Edit: just read the email, I want to make sure I am right, registration is £24 TOTAL right


----------



## TheOneOnTheLeft (Feb 21, 2015)

Registration is £12 total, regardless of whether you come for one day or two days.


----------



## ~Adam~ (Feb 21, 2015)

£12 x 2 = £32


----------



## thehoodedyip (Feb 21, 2015)

Ack why am I nervous  Ack first comp
Goals:
Enjoy my first comp 
Not be nervous (already failed)
Learn how to tension a cube because I suck at that
Sub 14 3x3 Sub 13 single
Sub 4.5 2x2 Sub 3 single
Sub 1:30 4x4 lol sub 1:30 single don't practice 4x4
Sub 13 Pyra Sub 10 single
Sub 25 OH Sub 20 OH single (pushing it!)


----------



## Berd (Feb 21, 2015)

cube-o-holic said:


> £12 x 2 = £32


Oh stop it you


----------



## DuffyEdge (Feb 21, 2015)

OrigamiCuber1 said:


> Edit: just read the email, I want to make sure I am right, registration is £24 TOTAL right



It's just 12. But even if it were 12 each day, we all know that 12 + 12 = 32



CHJ said:


> FMC - sub31



I really hope you get it <3


----------



## Berd (Feb 21, 2015)

DuffyEdge said:


> It's just 12. But even if it were 12 each day, we all know that 12 + 12 = 32


Ohmurgawd stahp


----------



## DuffyEdge (Feb 21, 2015)

Berd said:


> Ohmurgawd stahp



I'm sorry, but you'll always be known as the guy who doubled 12 and got 32.


----------



## ~Adam~ (Feb 21, 2015)

Even if you get more than 41 points in MBLD.


----------



## Berd (Feb 21, 2015)

cube-o-holic said:


> Even if you get more than 41 points in MBLD.


You just wait!


----------



## ~Adam~ (Feb 21, 2015)

Berd said:


> You just wait!



I wasn't joking.
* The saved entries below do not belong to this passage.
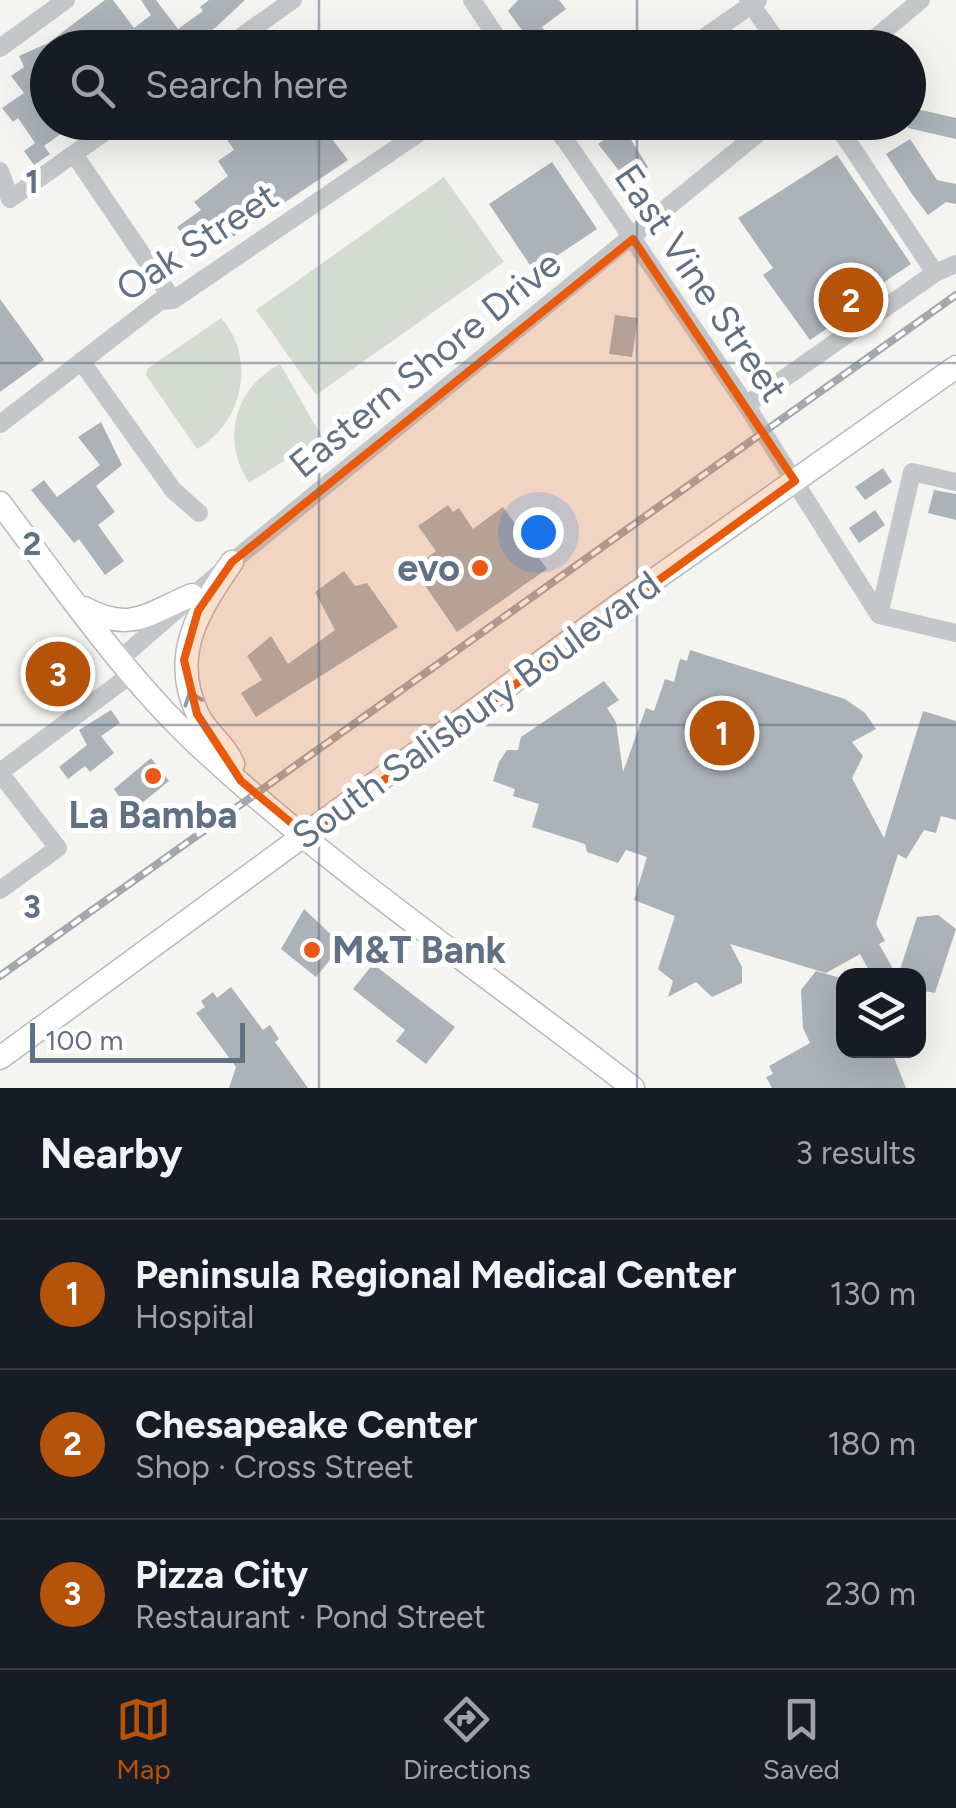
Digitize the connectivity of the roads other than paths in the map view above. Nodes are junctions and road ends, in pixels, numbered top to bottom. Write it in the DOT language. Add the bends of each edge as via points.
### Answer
graph roads {
  1 [pos="66,0"];
  2 [pos="292,0"];
  3 [pos="472,0"];
  4 [pos="922,0"];
  5 [pos="752,2"];
  6 [pos="250,30"];
  7 [pos="492,30"];
  8 [pos="714,30"];
  9 [pos="770,30"];
  10 [pos="885,30"];
  11 [pos="0,48"];
  12 [pos="94,140"];
  13 [pos="409,140"];
  14 [pos="565,140"];
  15 [pos="751,140"];
  16 [pos="847,140"];
  17 [pos="74,154"];
  18 [pos="0,171"];
  19 [pos="632,240"];
  20 [pos="956,264"];
  21 [pos="935,273"];
  22 [pos="173,300"];
  23 [pos="81,361"];
  24 [pos="956,367"];
  25 [pos="746,406"];
  26 [pos="0,424"];
  27 [pos="794,482"];
  28 [pos="956,482"];
  29 [pos="0,503"];
  30 [pos="199,513"];
  31 [pos="232,562"];
  32 [pos="192,595"];
  33 [pos="77,605"];
  34 [pos="879,615"];
  35 [pos="956,633"];
  36 [pos="126,666"];
  37 [pos="0,773"];
  38 [pos="241,781"];
  39 [pos="307,836"];
  40 [pos="0,890"];
  41 [pos="0,1058"];
  42 [pos="633,1088"];
  1 -- 11 [label="street"];
  2 -- 6 [label="street"];
  3 -- 7 [label="street"];
  4 -- 10 [label="street"];
  5 -- 8 [label="street"];
  5 -- 9 [label="street"];
  12 -- 17 [label="street"];
  13 -- 22 [label="street, Oak Street"];
  14 -- 19 [label="street, East Vine Street"];
  15 -- 19 [label="street, Eastern Shore Drive"];
  16 -- 21 [label="street"];
  17 -- 18 [label="street" via="10,199"];
  17 -- 22 [label="street"];
  19 -- 25 [label="street, East Vine Street"];
  19 -- 31 [label="street, Eastern Shore Drive"];
  20 -- 21 [label="street"];
  21 -- 25 [label="street"];
  22 -- 23 [label="street, Oak Street" via="160,301"];
  23 -- 26 [label="street, Oak Street"];
  23 -- 30 [label="street" via="174,490"];
  24 -- 27 [label="main road, South Salisbury Boulevard"];
  25 -- 27 [label="street, East Vine Street"];
  27 -- 34 [label="street, East Vine Street"];
  27 -- 39 [label="main road, South Salisbury Boulevard"];
  28 -- 34 [label="street" via="912,472"];
  29 -- 33 [label="main road"];
  31 -- 32 [label="street, Eastern Shore Drive"];
  38 -- 31 [label="main road, one-way" via="228,750 198,714 184,660 198,611"];
  32 -- 33 [label="main road" via="125,622"];
  32 -- 36 [label="street, Eastern Shore Drive"];
  33 -- 36 [label="main road"];
  34 -- 35 [label="street"];
  36 -- 37 [label="street, Eastern Shore Drive"];
  36 -- 38 [label="main road"];
  37 -- 40 [label="street" via="58,848"];
  38 -- 39 [label="main road"];
  39 -- 41 [label="main road, South Salisbury Boulevard"];
  39 -- 42 [label="main road"];
}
I believe in you.


----------



## OrigamiCuber1 (Feb 21, 2015)

Ok thanks, now I know not to bring ...£32? Thanks for teaching maths?


----------



## Myachii (Feb 21, 2015)

thehoodedyip said:


> Ack why am I nervous  Ack first comp
> Goals:
> Enjoy my first comp
> Not be nervous (already failed)
> ...



You'll be fine, going into your first comp with a set of PB's like that is a great start. As soon as you get over the nerves of the first few solves, you'll be fine


----------



## CubingwithChris (Feb 22, 2015)

Goals: 2x2 Sub 6 ao5 sub 4 single
3x3 sub 18 ao5 sub 16 single
4x4 Make the cut off
5x5 make the cut off
7x7 dont have any
pyraminx sub 7 ao5 sub 5 single
Skewb NR sub 5.3 ao5 sub 4 single
clock sub 30 ao5 sub 25 single
OH make cut off
BLD success
Feet success

Thats it I think CANT WAIT!!! lol YAY!


----------



## Hssandwich (Feb 22, 2015)

CubingwithChris said:


> Goals: 2x2 Sub 6 ao5 sub 4 single
> 3x3 sub 18 ao5 sub 16 single
> 4x4 Make the cut off
> 5x5 make the cut off
> ...



No way. How have you improved so fast??!!


----------



## CubingwithChris (Feb 23, 2015)

Hssandwich said:


> No way. How have you improved so fast??!!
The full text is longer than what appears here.